Working with structured metadata in Grafana Loki
This post is a follow up on a previous post where we saw how to utilize Grafana Loki and Promtail to receive and process firewall logs from an OPNsense firewall.
That post discussed log labels in Loki and that the (current) best practice in Loki is to be cautious of adding labels to your logs.
In a discussion with a former colleague we had a look at structured metadata which is a feature added to chunk format v4.
Structured metadata can be used to attach metadata to the log without the need to index these labels, or attach them to the individual log lines.
The Loki documentation lists the following scenarios where Structured metadata could be wise to use
- Native ingestion of OpenTelemetry data
- High cardinality metadata which does not exist in the log line
- If using Explore logs in Grafana to visualize and explore logs
- Large-scale and using Bloom filters
I wanted to see if I could make use of Structured metadata in my firewall logs example and identified one label that I'm missing from my current setup. The sequence id
Enable structured metadata
By default Loki will reject Structured metadata. To enable it we'll have to change the allow_structured_metadata
setting in the Loki config
1limits_config:
2 allow_structured_metadata: true
Add a label from structured metadata
Continuing with the config from my previous post where we had a regex expression for parsing the log line to extract values
1^(?s)(?P<fw_rule>\d+),,,(?P<fw_rid>.+?),(?P<fw_interface>.+?),(?P<fw_reason>.+?),(?P<fw_action>(pass|block|reject)),(?P<fw_dir>(in|out)),(?P<fw_ipversion>\d+?),(?P<fw_tos>.+?),(?P<fw_>.+?)?,(?P<fw_ttl>\d.?),(?P<fw_id>\d+?),(?P<fw_offset>\d+?),(?P<fw_ipflags>.+?),(?P<fw_protonum>\d+?),(?P<fw_proto>(tcp|udp|icmp)),(?P<fw_length>\d+?),(?P<fw_src>\d+\.\d+\.\d+\.\d+?),(?P<fw_dst>\d+\.\d+\.\d+\.\d+?),(?P<fw_srcport>\d+?),(?P<fw_dstport>\d+?),(?P<fw_datalen>\d+),?(?P<fw_tcpflags>\w+)?,?(?P<fw_sequence>\d+)?

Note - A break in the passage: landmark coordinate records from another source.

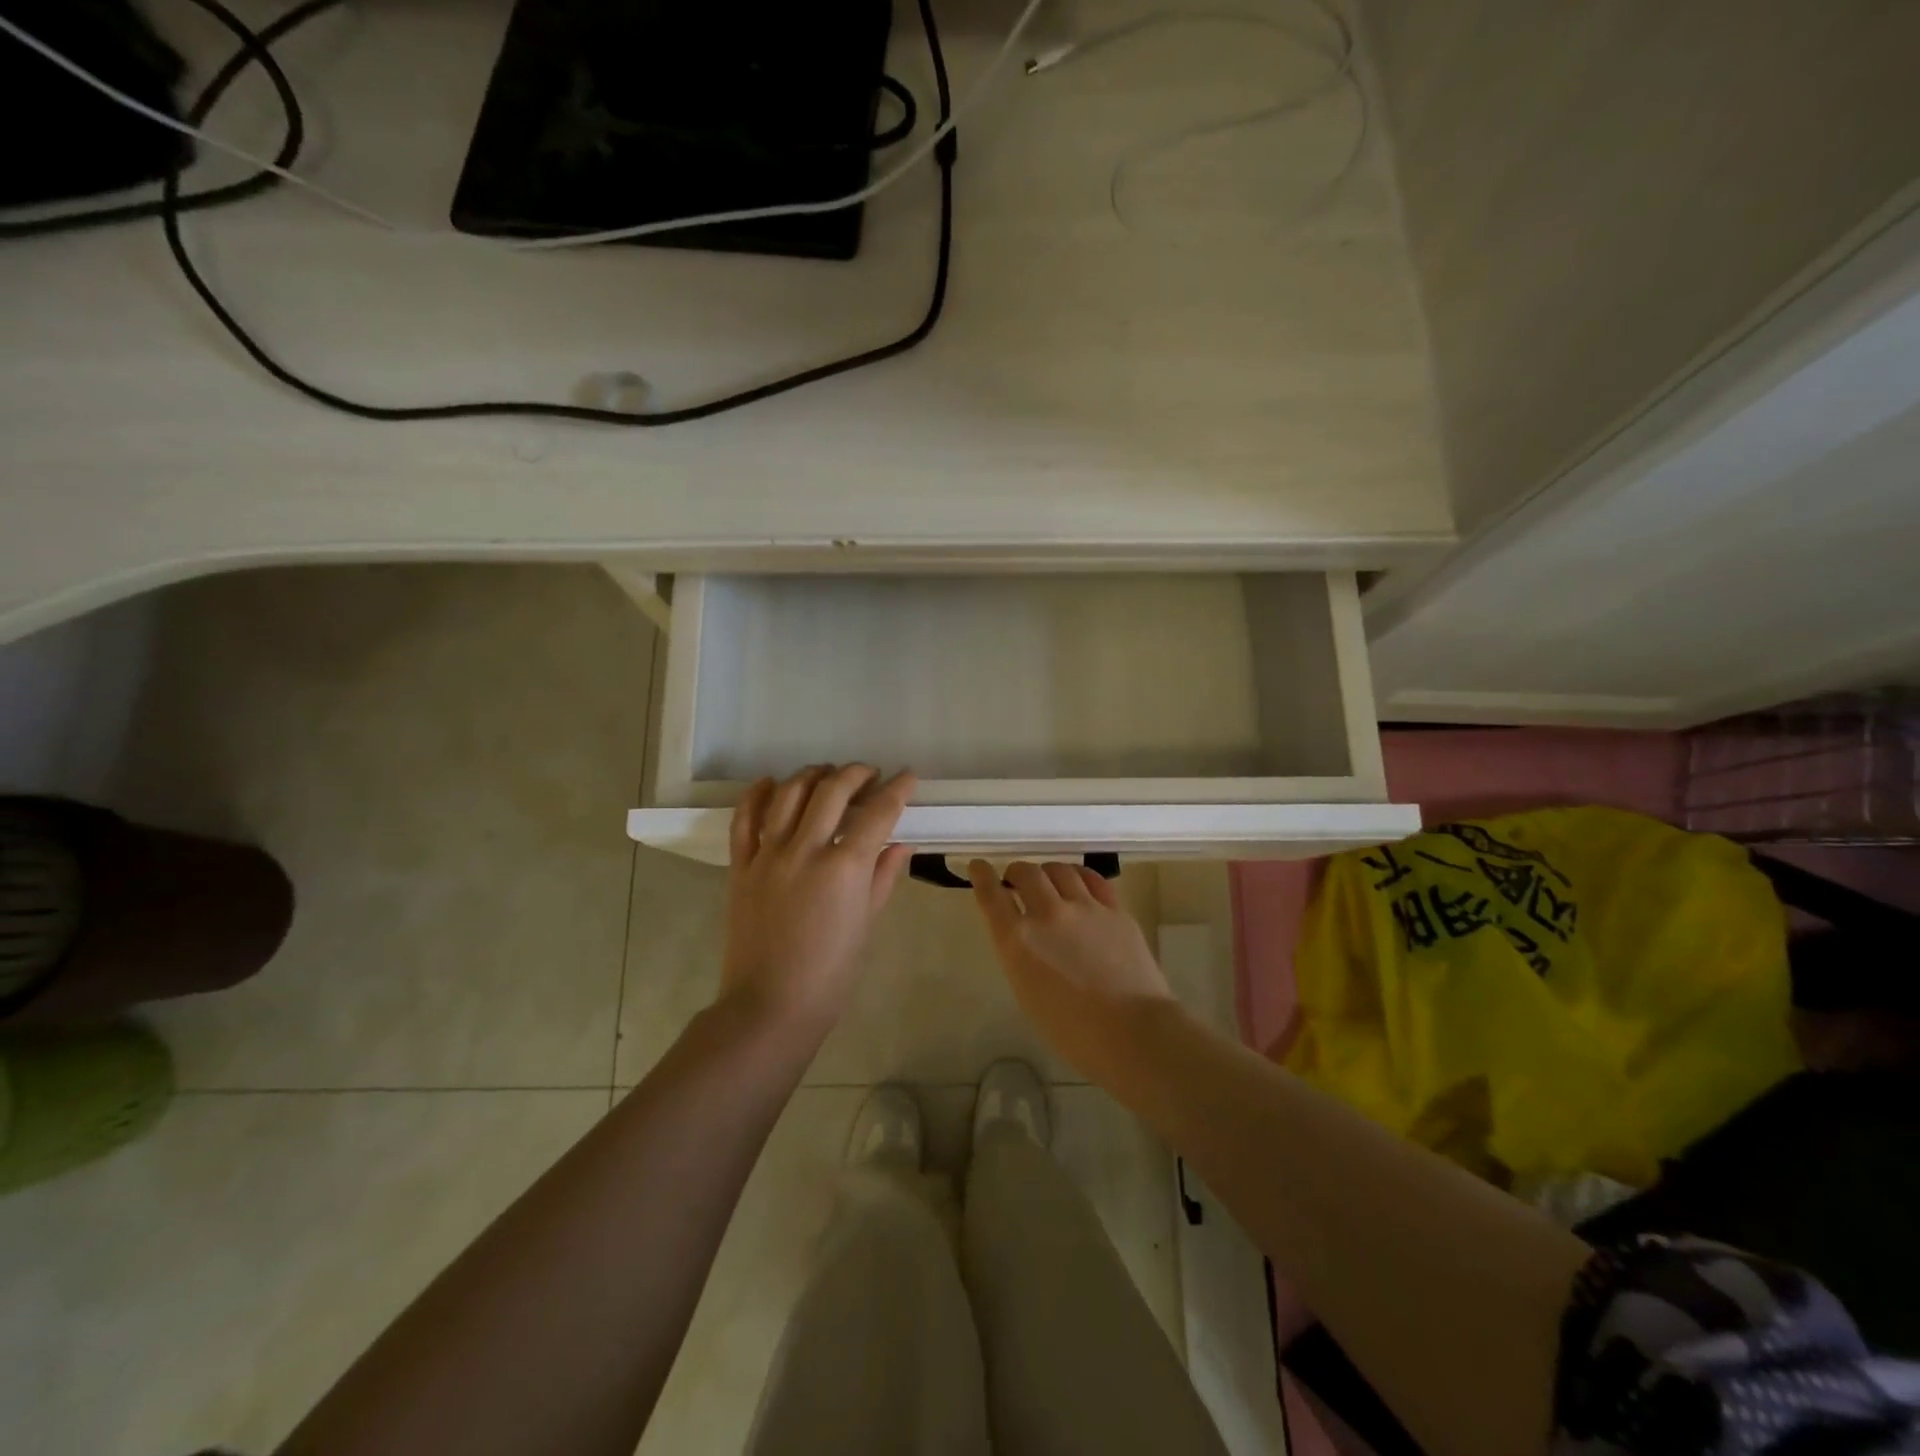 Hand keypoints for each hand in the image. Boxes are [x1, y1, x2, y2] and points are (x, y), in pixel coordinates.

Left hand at [719, 765, 915, 1038]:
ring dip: (812, 774)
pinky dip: (758, 793)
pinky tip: (771, 783)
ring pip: (789, 794)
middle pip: (832, 790)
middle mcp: (806, 850)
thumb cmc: (830, 974)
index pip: (878, 813)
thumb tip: (900, 845)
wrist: (770, 1006)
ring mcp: (769, 855)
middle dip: (857, 773)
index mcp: (845, 868)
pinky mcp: (741, 866)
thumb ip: (883, 877)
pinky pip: (745, 819)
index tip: (908, 776)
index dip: (898, 789)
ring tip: (828, 774)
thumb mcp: (867, 924)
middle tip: (870, 774)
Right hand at [968, 859, 1175, 1079]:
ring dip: (1047, 872)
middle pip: (1026, 873)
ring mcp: (1085, 907)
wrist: (1132, 1033)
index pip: (991, 895)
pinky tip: (1077, 880)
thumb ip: (1021, 956)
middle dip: (1016, 872)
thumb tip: (1026, 937)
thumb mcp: (1028, 993)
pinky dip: (1078, 875)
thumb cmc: (1072, 1031)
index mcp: (1018, 940)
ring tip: (1048, 880)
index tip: (978, 866)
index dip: (981, 875)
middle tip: (1016, 880)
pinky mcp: (1115, 910)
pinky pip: (1092, 879)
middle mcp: (1047, 914)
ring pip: (1059, 870)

And in the Loki config we had this pipeline_stages
stanza where the regex are specified as well as the labels we want to extract
1pipeline_stages:
2 - match:
3 selector: '{syslog_app_name="filterlog"} !~ ".*icmp.*"'
4 stages:
5 - regex:
6 expression: '^(?s)(?P<fw_rule>\d+),,,(?P<fw_rid>.+?),(?P<fw_interface>.+?),(?P<fw_reason>.+?),(?P<fw_action>(pass|block|reject)),(?P<fw_dir>(in|out)),(?P<fw_ipversion>\d+?),(?P<fw_tos>.+?),(?P<fw_>.+?)?,(?P<fw_ttl>\d.?),(?P<fw_id>\d+?),(?P<fw_offset>\d+?),(?P<fw_ipflags>.+?),(?P<fw_protonum>\d+?),(?P<fw_proto>(tcp|udp|icmp)),(?P<fw_length>\d+?),(?P<fw_src>\d+\.\d+\.\d+\.\d+?),(?P<fw_dst>\d+\.\d+\.\d+\.\d+?),(?P<fw_srcport>\d+?),(?P<fw_dstport>\d+?),(?P<fw_datalen>\d+),?(?P<fw_tcpflags>\w+)?,?(?P<fw_sequence>\d+)?'
7 - labels:
8 fw_src:
9 fw_dst:
10 fw_action:
11 fw_dstport:
12 fw_proto:
13 fw_interface:
In Grafana we can verify that the labels are added to our logs
Now, there's more named groups in the regex than there are labels. And we won't use all of them now either, but as mentioned we want to extract the sequence and add that as Structured metadata
Since the pipelining stage already knows about the sequence from our named group in the regex expression we can basically just add the structured_metadata
stanza and specify the label we want to add
1- structured_metadata:
2 fw_sequence:
Thats' it
The full pipeline_stage
looks like this
1pipeline_stages:
2 - match:
3 selector: '{syslog_app_name="filterlog"} !~ ".*icmp.*"'
4 stages:
5 - regex:
6 expression: '^(?s)(?P<fw_rule>\d+),,,(?P<fw_rid>.+?),(?P<fw_interface>.+?),(?P<fw_reason>.+?),(?P<fw_action>(pass|block|reject)),(?P<fw_dir>(in|out)),(?P<fw_ipversion>\d+?),(?P<fw_tos>.+?),(?P<fw_>.+?)?,(?P<fw_ttl>\d.?),(?P<fw_id>\d+?),(?P<fw_offset>\d+?),(?P<fw_ipflags>.+?),(?P<fw_protonum>\d+?),(?P<fw_proto>(tcp|udp|icmp)),(?P<fw_length>\d+?),(?P<fw_src>\d+\.\d+\.\d+\.\d+?),(?P<fw_dst>\d+\.\d+\.\d+\.\d+?),(?P<fw_srcport>\d+?),(?P<fw_dstport>\d+?),(?P<fw_datalen>\d+),?(?P<fw_tcpflags>\w+)?,?(?P<fw_sequence>\d+)?'
7 - labels:
8 fw_src:
9 fw_dst:
10 fw_action:
11 fw_dstport:
12 fw_proto:
13 fw_interface:
14 - structured_metadata:
15 fw_sequence:
Note that as explained in the previous post I have two
match
blocks, one for icmp protocol traffic and one for non-icmp. In the above examples the non-icmp is what is shown.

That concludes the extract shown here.